第249回 2003ラグビーワールドカップ開幕(1) 名実共に世界一決定戦

■グランドスラムも脇役に回すラグビーのワールドカップ

 10月11日、スタッド・ド・フランスでフランスがイスラエルを破り、欧州選手権予選全勝を決めたことについては前回と前々回の本連載でお伝えしたとおりであるが、偉業達成の翌日の新聞ではこのグランドスラムは脇役でしかなかった。
 主役は豪州で開催されているラグビーのワールドカップである。1987年に第1回がスタートし、まだ5回目を迎えたばかりの大会であるが、この間にサッカーのワールドカップとは全く異なる方針を貫き、英仏においてはサッカーのワールドカップ以上の注目を集める大会となった。

■競技の普及やビジネスの展開に力を入れたサッカーのワールドカップ

 ワールドカップ、世界選手権、オリンピックと言う国対抗の国際大会には世界一を決める、という本来の意味のほかに競技の普及やビジネスと言う側面もある。サッカーのワールドカップが1990年代以降、急速に競技の普及やビジネスに力を入れてきたのに対し、ラグビーのワールドカップは「世界一を決める世界一の大会」という意味合いを逆に強めてきた。例えば、サッカーのワールドカップは競技の普及、ビジネスの発展のためにアジア・アフリカからの本大会出場チームの増加や、この地域でのプロモーションに力を入れている。一方、ラグビーのワールドカップは本大会出場国こそ16から20へと増加させたが、伝統国・強豪国は予選を免除し、本大会出場が容易になるようにしている。

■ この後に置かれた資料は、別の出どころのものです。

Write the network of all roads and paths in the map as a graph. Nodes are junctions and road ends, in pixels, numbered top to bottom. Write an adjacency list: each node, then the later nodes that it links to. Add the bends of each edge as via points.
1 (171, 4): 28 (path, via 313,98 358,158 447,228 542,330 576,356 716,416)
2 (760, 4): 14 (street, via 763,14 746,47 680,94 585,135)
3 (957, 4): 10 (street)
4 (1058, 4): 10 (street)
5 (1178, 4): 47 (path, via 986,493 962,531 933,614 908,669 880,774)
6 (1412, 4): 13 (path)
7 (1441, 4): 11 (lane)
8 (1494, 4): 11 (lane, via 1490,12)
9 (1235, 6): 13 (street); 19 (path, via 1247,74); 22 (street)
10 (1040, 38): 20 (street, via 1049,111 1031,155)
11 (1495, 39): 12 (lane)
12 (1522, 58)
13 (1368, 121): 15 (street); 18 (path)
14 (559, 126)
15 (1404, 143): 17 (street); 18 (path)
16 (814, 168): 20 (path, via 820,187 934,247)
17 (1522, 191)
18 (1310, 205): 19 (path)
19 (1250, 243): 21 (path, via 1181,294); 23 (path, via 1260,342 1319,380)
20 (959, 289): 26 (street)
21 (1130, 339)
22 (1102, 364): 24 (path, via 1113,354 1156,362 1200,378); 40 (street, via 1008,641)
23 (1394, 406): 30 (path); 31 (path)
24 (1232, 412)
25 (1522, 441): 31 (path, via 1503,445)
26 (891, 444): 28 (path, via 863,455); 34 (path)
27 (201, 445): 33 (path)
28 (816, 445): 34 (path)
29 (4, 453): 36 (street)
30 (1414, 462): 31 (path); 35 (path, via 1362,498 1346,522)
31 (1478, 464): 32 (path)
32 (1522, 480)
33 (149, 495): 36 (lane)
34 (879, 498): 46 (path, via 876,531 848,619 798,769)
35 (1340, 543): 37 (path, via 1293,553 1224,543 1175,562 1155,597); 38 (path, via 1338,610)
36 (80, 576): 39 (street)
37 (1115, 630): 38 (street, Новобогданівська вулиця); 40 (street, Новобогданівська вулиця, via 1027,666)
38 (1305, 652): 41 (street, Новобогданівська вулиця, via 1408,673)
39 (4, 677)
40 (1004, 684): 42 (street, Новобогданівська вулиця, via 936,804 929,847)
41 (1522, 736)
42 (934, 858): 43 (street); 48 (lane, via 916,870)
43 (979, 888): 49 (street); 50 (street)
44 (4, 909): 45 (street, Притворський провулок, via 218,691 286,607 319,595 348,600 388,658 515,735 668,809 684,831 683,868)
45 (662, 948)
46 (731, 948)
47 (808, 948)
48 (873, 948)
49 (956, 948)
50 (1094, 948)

■システマティックに国際試合が行われるラグビーの世界

 1年中世界中の相手と国際試合のあるサッカーと違い、ラグビーの場合は国際試合の行われる時期と相手は限定されている。ラグビーの2大勢力は北半球の5か国(イングランド、スコットランド、ウェールズ、アイランド、フランス)と南半球の3か国(ニュージーランド、豪州、南アフリカ)であり、これら8か国はインターナショナルボードメンバーと言われている。北半球の5か国はこれにイタリアを加え、早春に6か国対抗を行い、南半球の3か国は夏にホームアンドアウエーで対抗戦を行っている。これらの対抗戦に加え、北半球のチームが6月に南半球を訪問し、11月には逆に南半球のチームが北半球を訪問する。そしてこれらの8か国はほとんどの国際試合をこの8か国の間で行っているのである。
 以前はこれらの国がそれ以外の国と対戦することもあったが、ワールドカップが定着してから、国際試合のマッチメーキングは非常にシステマティックになり、強豪国は強豪国同志と対戦する機会が多くなった。サッカーの場合はワールドカップや欧州選手権の予選で著しく力の離れた相手と対戦したり、国際政治や国際経済の状況を優先させた親善試合を行ったりすることがあり、結果として強化にはつながらないこともある。しかし、ラグビーの場合、強豪国はワールドカップの予選を免除し、純粋に力の均衡した相手とのみの対戦に専念することになり、レベルアップを図ることができたのである。

■真の世界一を決める舞台のワールドカップ

 それだけにラグビーのワールドカップは真に一番強いチームを決めるという選手権大会本来の精神が非常に色濃く残っていると共に、その傾向は強くなりつつある。例えば、昨年のサッカーのワールドカップでは審判員のレベルが問題になった。これはより多くの国からワールドカップの審判員を選出することにより競技の普及と審判員のレベルアップを図ったことが、結果として誤審につながってしまった。ラグビーのワールドカップも以前は多くの国から審判員を招集していたが、今大会に招集した審判員のうちレフェリーを務める16人全員が前記の強豪8ヶ国に所属し、それ以外のタッチジャッジなどを務める16人もイタリア人が1人いるだけで、残り15人は8か国から派遣され、文字通り世界一を決める大会にふさわしい審判団になっている。ラグビーの場合はこのようにワールドカップが名実共に世界一を決める大会の地位を維持・向上しているのである。(続く)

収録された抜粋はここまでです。